Earn the Right to Touch Production

Earn the Right to Touch Production

Stack Research
research security

An agent that can produce a good plan is not the same as an agent that should be allowed to run it.

After every agent incident, the postmortem asks the same three questions:

  • What changed?
  • Who changed it?
  • How fast can we undo it?

The answers are usually bad. Not because the model failed, but because the system gave execution rights to something that hadn’t earned them.

We hand an agent a prompt, an identity, and a toolchain, then act surprised when a coherent sentence becomes an irreversible production action. That’s not an AI error. That’s a governance error.

Authority Is Not a Toggle

The default is binary: the agent can act, or it can’t. That’s not enough.

Authority should be a ladder:

  1. Observe. Read state, detect drift, explain what it sees.
  2. Recommend. Propose a plan and expected impact. Don’t execute.
  3. Simulate. Run the plan against adversarial branches. Surface failure modes.
  4. Execute. Act inside bounded policies with tested rollback paths.

The avoidable incidents happen when someone jumps from step 1 to step 4 because a demo looked good.

Capability Is Not Eligibility

An agent can be impressive and still have no business touching production.

Capability: can it produce a useful plan? Eligibility: should it run that plan, in this environment, right now?

Different questions, different controls. If capability is model quality, eligibility is system quality.

What to Require Before Execution

Before any high-impact action, check five things. If one is missing, block it.

  • Scoped permission. The action maps to an explicit identity scope, not inherited convenience access.
  • Fresh state. The decision is based on a current, verified snapshot — not stale context.
  • Survival under pressure. The plan holds up across hostile counterfactual branches.
  • Tested rollback. A reversal path exists with known cost and kill switches.
  • Full lineage. Logs show the policy owner, executing identity, and approval chain.

No evidence, no execution. That one rule turns autonomy from “trust me” into something auditable.

Prompting Won’t Save You

Better prompts improve phrasing and consistency. They don’t create containment.

A perfect instruction can still run under the wrong credential. A careful chain-of-thought can still execute on stale state.
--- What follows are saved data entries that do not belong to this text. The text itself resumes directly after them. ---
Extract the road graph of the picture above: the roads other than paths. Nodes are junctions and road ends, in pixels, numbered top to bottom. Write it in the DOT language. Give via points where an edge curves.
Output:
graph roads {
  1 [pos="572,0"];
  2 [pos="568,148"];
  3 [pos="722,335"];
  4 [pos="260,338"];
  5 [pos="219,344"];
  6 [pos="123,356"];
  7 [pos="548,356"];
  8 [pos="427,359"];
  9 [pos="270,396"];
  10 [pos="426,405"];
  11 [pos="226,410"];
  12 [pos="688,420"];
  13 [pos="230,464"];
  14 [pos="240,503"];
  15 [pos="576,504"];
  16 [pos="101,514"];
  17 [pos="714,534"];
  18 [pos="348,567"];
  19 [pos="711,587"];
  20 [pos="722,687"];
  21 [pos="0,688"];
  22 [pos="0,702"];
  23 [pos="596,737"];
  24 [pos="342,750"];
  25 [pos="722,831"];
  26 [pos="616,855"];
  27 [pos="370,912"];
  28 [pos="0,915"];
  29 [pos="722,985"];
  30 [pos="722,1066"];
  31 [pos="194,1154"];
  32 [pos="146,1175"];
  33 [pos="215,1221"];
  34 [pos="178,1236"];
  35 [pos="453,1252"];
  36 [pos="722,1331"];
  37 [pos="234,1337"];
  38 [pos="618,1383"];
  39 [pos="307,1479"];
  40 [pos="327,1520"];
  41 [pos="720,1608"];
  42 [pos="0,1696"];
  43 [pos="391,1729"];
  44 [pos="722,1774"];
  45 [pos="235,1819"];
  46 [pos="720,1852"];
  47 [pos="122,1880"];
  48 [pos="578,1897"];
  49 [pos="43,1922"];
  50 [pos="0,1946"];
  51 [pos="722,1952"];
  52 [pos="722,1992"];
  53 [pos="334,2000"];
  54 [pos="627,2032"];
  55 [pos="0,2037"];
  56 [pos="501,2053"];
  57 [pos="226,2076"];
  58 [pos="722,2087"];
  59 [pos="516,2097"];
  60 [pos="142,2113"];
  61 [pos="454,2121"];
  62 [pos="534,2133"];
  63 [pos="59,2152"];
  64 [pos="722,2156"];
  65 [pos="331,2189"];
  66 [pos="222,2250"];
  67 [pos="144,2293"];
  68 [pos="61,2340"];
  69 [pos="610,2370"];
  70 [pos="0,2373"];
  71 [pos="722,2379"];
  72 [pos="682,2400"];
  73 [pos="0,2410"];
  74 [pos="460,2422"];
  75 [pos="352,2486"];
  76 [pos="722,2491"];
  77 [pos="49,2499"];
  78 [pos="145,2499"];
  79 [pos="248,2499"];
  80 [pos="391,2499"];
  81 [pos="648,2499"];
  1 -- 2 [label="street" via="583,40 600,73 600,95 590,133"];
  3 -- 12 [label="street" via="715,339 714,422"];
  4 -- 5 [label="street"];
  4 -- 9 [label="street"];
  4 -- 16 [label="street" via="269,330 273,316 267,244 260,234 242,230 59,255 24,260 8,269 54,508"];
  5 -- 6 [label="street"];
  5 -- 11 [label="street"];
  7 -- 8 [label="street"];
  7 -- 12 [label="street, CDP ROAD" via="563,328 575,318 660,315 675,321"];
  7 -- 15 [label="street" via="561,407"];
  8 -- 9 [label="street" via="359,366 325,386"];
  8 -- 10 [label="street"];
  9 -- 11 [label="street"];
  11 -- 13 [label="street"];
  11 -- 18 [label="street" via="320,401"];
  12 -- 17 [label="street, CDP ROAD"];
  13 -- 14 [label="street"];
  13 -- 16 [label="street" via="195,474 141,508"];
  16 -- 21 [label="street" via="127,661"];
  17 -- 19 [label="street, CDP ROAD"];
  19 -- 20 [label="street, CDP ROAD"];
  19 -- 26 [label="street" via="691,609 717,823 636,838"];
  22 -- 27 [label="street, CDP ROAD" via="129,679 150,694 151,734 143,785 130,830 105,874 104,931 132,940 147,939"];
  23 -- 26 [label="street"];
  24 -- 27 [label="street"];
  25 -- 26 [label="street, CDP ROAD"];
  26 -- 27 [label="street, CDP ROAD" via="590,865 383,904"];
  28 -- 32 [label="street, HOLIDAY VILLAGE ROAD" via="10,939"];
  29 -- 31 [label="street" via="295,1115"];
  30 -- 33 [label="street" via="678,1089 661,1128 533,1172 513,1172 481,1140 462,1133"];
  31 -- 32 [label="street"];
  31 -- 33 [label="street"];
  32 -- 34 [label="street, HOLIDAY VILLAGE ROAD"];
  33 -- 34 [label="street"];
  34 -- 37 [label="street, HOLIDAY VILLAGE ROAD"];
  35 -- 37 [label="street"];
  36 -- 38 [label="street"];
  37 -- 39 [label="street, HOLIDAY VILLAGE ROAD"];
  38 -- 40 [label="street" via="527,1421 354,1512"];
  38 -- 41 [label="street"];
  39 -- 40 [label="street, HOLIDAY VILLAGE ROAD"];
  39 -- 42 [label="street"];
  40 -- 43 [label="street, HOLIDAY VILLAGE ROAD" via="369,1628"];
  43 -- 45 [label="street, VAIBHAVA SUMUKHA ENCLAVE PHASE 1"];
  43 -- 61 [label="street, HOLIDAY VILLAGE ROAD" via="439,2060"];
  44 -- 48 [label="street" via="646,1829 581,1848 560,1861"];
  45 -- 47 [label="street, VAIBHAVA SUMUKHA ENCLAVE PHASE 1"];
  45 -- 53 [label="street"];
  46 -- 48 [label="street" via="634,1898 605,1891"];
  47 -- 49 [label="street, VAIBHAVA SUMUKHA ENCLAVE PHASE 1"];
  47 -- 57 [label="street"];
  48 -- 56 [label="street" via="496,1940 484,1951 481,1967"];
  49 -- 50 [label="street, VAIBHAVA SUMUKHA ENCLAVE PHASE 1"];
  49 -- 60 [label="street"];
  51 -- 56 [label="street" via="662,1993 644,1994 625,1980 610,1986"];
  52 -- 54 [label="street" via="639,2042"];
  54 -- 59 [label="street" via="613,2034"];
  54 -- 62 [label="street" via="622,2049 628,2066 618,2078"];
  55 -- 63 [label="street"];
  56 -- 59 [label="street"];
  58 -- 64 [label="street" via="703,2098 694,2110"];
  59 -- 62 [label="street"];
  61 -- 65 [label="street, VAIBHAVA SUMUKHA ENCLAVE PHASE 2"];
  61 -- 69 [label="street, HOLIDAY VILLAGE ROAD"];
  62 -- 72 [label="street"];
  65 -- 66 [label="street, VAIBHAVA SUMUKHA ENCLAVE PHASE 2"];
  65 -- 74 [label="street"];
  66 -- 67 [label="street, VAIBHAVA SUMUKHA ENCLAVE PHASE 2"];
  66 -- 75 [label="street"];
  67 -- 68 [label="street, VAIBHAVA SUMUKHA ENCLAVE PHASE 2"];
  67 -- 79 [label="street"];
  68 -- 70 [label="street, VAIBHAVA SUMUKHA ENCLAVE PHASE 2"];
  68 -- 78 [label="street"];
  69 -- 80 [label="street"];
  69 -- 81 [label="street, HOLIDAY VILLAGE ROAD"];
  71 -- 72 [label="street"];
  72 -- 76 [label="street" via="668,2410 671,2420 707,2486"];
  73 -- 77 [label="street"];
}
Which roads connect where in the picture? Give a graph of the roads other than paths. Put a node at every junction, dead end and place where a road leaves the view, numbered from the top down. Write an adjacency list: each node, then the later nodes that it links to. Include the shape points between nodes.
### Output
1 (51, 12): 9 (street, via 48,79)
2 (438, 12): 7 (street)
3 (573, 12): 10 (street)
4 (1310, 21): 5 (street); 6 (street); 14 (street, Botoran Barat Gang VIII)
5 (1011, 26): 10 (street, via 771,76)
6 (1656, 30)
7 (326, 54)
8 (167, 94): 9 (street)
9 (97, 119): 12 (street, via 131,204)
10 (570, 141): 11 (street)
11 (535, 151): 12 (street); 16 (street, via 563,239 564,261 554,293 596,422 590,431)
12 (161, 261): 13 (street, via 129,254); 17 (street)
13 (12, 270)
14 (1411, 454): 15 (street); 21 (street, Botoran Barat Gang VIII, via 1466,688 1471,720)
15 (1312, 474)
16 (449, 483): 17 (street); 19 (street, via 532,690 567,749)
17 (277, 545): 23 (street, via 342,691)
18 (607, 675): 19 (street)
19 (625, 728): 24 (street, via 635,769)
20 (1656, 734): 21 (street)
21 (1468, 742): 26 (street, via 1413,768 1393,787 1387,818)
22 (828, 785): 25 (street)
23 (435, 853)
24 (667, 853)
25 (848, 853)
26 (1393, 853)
A safe-looking tool call can still mutate downstream systems.

When execution rights are loose, better models just increase confidence in failure.

A One-Quarter Plan

This is engineering work, not a research project.

  1. Month 1 — Boundaries. Inventory tool actions, classify impact, enforce per-tool identity scopes. Deny by default for anything high-risk.
  2. Month 2 — Simulation. Add counterfactual branch tests for high-impact workflows. Track branch survival as a release gate.
  3. Month 3 — Reversibility. Ship rollback playbooks, hard stop policies, and identity lineage logs tied to every automated action.

Track two things: unsafe actions blocked before execution, and time to recovery when execution fails. If those numbers don’t move, your governance is theater.

The Point

Airplanes, payment rails, and industrial control systems all separate “can do” from “allowed to do.” Agent systems should work the same way.

The goal isn’t autonomy that acts because it can. It’s autonomy that acts because it proved it should.